* TASK TO COMPLETE *
Type out the records that follow, exactly as given.

----------------------------------------

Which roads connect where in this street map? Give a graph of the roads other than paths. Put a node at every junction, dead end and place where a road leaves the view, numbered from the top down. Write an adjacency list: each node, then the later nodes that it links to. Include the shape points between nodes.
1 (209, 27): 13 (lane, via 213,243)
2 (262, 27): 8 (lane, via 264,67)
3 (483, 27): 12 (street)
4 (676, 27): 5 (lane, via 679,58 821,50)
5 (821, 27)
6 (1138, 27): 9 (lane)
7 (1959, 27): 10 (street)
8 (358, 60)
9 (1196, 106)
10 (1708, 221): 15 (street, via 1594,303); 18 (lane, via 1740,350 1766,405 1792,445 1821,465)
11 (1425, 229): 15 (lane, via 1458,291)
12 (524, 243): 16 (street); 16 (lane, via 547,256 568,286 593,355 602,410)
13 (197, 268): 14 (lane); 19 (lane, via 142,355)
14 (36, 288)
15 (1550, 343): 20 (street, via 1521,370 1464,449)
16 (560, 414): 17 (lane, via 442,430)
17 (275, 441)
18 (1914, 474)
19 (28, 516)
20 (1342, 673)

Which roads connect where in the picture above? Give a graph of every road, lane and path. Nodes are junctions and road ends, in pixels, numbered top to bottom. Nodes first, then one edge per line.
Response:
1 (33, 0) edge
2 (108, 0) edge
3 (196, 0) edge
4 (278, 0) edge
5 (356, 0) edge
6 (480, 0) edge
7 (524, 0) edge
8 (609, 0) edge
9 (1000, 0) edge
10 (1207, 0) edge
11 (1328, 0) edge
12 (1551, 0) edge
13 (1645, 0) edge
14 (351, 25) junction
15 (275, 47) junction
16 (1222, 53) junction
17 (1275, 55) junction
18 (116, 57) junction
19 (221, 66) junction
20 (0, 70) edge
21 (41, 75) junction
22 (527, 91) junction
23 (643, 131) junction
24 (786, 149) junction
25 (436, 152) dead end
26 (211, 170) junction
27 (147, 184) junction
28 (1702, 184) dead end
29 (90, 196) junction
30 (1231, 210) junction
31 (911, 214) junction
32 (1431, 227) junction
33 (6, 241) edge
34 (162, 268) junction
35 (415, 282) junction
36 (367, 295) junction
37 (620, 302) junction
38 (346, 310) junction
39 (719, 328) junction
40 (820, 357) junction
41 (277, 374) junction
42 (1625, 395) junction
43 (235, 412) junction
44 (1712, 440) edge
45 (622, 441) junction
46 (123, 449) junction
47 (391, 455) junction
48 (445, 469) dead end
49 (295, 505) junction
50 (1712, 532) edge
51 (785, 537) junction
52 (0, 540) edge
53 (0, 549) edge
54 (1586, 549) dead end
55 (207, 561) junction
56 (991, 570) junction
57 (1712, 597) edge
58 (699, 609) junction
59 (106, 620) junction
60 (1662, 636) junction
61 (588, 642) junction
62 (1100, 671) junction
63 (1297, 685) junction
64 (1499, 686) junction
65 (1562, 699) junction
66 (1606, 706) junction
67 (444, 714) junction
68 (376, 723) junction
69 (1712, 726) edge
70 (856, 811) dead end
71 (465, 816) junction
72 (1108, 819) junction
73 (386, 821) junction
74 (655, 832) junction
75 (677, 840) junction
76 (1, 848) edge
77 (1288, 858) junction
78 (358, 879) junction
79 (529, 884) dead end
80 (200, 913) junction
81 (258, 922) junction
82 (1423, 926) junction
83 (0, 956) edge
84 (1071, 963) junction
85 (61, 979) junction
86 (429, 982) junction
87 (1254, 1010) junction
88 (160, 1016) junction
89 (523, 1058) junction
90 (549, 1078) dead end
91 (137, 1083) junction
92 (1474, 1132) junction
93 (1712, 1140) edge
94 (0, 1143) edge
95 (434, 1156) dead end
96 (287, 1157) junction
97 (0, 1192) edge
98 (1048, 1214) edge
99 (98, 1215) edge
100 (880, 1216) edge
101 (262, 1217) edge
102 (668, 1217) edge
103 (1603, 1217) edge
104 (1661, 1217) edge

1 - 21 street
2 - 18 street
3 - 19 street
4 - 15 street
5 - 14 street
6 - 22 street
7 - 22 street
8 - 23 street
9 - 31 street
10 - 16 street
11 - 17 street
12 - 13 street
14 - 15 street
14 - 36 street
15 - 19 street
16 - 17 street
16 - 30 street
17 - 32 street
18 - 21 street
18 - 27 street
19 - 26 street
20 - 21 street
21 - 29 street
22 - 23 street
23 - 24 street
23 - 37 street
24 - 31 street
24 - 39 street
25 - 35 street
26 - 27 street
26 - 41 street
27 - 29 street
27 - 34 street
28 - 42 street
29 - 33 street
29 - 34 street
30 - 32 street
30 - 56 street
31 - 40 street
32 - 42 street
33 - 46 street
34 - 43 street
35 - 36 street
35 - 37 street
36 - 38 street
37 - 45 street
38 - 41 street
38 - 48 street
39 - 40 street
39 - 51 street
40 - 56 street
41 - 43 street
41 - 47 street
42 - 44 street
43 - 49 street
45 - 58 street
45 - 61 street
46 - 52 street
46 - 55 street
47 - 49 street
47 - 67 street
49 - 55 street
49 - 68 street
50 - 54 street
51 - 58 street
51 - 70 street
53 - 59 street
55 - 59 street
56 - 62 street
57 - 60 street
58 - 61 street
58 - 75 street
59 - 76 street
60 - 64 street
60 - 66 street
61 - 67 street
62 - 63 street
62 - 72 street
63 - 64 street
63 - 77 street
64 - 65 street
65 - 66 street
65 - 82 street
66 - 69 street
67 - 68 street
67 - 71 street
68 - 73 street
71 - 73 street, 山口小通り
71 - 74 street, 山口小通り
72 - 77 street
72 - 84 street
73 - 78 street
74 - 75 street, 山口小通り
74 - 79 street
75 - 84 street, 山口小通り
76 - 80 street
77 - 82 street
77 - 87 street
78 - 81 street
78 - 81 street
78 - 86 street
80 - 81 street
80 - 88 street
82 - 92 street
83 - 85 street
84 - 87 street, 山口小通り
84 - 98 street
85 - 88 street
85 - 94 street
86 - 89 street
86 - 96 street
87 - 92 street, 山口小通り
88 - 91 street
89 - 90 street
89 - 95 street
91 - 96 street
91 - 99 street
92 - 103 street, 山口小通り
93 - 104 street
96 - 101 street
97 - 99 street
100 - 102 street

----------------------------------------

* WRITTEN RESPONSE *
Which roads connect where in this street map? Give a graph of the roads other than paths. Put a node at every junction, dead end and place where a road leaves the view, numbered from the top down. Write an adjacency list: each node, then the later nodes that it links to. Include the shape points between nodes.
1 (209, 27): 13 (lane, via 213,243)
2 (262, 27): 8 (lane, via 264,67)
3 (483, 27): 12 (street)
4 (676, 27): 5 (lane, via 679,58 821,50)
5 (821, 27)
6 (1138, 27): 9 (lane)
7 (1959, 27): 10 (street)
8 (358, 60)
9 (1196, 106)
10 (1708, 221): 15 (street, via 1594,303); 18 (lane, via 1740,350 1766,405 1792,445 1821,465)
11 (1425, 229): 15 (lane, via 1458,291)
12 (524, 243): 16 (street); 16 (lane, via 547,256 568,286 593,355 602,410)
13 (197, 268): 14 (lane); 19 (lane, via 142,355)
14 (36, 288)
15 (1550, 343): 20 (street, via 1521,370 1464,449)
16 (560, 414): 17 (lane, via 442,430)
17 (275, 441)
18 (1914, 474)
19 (28, 516)
20 (1342, 673)

Which roads connect where in the picture above? Give a graph of every road, lane and path. Nodes are junctions and road ends, in pixels, numbered top to bottom. Nodes first, then one edge per line.
Response:
1 (33, 0) edge
2 (108, 0) edge
3 (196, 0) edge
4 (278, 0) edge
5 (356, 0) edge
6 (480, 0) edge
7 (524, 0) edge
8 (609, 0) edge
9 (1000, 0) edge
10 (1207, 0) edge
11 (1328, 0) edge
12 (1551, 0) edge
13 (1645, 0) edge
14 (351, 25) junction
15 (275, 47) junction
16 (1222, 53) junction
17 (1275, 55) junction
18 (116, 57) junction
19 (221, 66) junction
20 (0, 70) edge
21 (41, 75) junction
22 (527, 91) junction
23 (643, 131) junction
24 (786, 149) junction
25 (436, 152) dead end
26 (211, 170) junction
27 (147, 184) junction
28 (1702, 184) dead end
29 (90, 196) junction
30 (1231, 210) junction
31 (911, 214) junction
32 (1431, 227) junction
33 (6, 241) edge
34 (162, 268) junction
35 (415, 282) junction
36 (367, 295) junction
37 (620, 302) junction
38 (346, 310) junction
39 (719, 328) junction
40 (820, 357) junction
41 (277, 374) junction
42 (1625, 395) junction
43 (235, 412) junction
44 (1712, 440) edge
45 (622, 441) junction
46 (123, 449) junction
47 (391, 455) junction
48 (445, 469) dead end
49 (295, 505) junction
50 (1712, 532) edge
51 (785, 537) junction
52 (0, 540) edge
53 (0, 549) edge
54 (1586, 549) dead end
55 (207, 561) junction
56 (991, 570) junction
57 (1712, 597) edge
58 (699, 609) junction
59 (106, 620) junction
60 (1662, 636) junction
61 (588, 642) junction
62 (1100, 671) junction
63 (1297, 685) junction
64 (1499, 686) junction
65 (1562, 699) junction
66 (1606, 706) junction
67 (444, 714) junction
68 (376, 723) junction
69 (1712, 726) edge
70 (856, 811) dead end
71 (465, 816) junction
72 (1108, 819) junction
73 (386, 821) junction
74 (655, 832) junction
75 (677, 840) junction
76 (1, 848) edge
77 (1288, 858) junction
78 (358, 879) junction
79 (529, 884) dead end
80 (200, 913) junction
81 (258, 922) junction
82 (1423, 926) junction
83 (0, 956) edge
84 (1071, 963) junction
85 (61, 979) junction
86 (429, 982) junction
87 (1254, 1010) junction
88 (160, 1016) junction
89 (523, 1058) junction
90 (549, 1078) dead end
91 (137, 1083) junction
92 (1474, 1132) junction
93 (1712, 1140) edge
94 (0, 1143) edge
95 (434, 1156) dead end
96 (287, 1157) junction
97 (0, 1192) edge
98 (1048, 1214) edge
99 (98, 1215) edge
100 (880, 1216) edge
101 (262, 1217) edge
102 (668, 1217) edge
103 (1603, 1217) edge
104 (1661, 1217) edge

1 - 21 street
2 - 18 street
3 - 19 street
4 - 15 street
5 - 14 street
6 - 22 street
7 - 22 street
8 - 23 street
9 - 31 street
10 - 16 street
11 - 17 street
12 - 13 street
14 - 15 street
14 - 36 street
15 - 19 street
16 - 17 street
16 - 30 street
17 - 32 street
18 - 21 street
18 - 27 street
19 - 26 street
20 - 21 street
21 - 29 street
22 - 23 street
23 - 24 street
23 - 37 street
24 - 31 street
24 - 39 street
25 - 35 street
26 - 27 street
26 - 41 street
27 - 29 street
27 - 34 street
28 - 42 street
29 - 33 street
29 - 34 street
30 - 32 street
30 - 56 street
31 - 40 street
32 - 42 street
33 - 46 street
34 - 43 street
35 - 36 street
35 - 37 street
36 - 38 street
37 - 45 street
38 - 41 street
38 - 48 street
39 - 40 street
39 - 51 street
40 - 56 street
41 - 43 street
41 - 47 street
42 - 44 street
43 - 49 street
45 - 58 street
45 - 61 street
46 - 52 street
46 - 55 street
47 - 49 street
47 - 67 street
49 - 55 street
49 - 68 street
50 - 54 street
51 - 58 street
51 - 70 street
53 - 59 street
55 - 59 street
56 - 62 street
57 - 60 street
58 - 61 street
58 - 75 street
59 - 76 street
60 - 64 street
60 - 66 street
61 - 67 street
62 - 63 street
62 - 72 street
63 - 64 street
63 - 77 street
64 - 65 street
65 - 66 street
65 - 82 street
66 - 69 street
67 - 68 street
67 - 71 street
68 - 73 street
71 - 73 street, 山口小通り
71 - 74 street, 山口小通り
72 - 77 street
72 - 84 street
73 - 78 street
74 - 75 street, 山口小通り
74 - 79 street
75 - 84 street, 山口小通り
76 - 80 street
77 - 82 street
77 - 87 street
78 - 81 street
78 - 81 street
78 - 86 street
80 - 81 street
80 - 88 street
82 - 92 street
83 - 85 street
84 - 87 street, 山口小通り
84 - 98 street
85 - 88 street
85 - 94 street
86 - 89 street
86 - 96 street
87 - 92 street, 山口小通り
88 - 91 street
89 - 90 street
89 - 95 street
91 - 96 street
91 - 99 street
92 - 103 street, 山口小通り
93 - 104 street
96 - 101 street
97 - 99 street
100 - 102 street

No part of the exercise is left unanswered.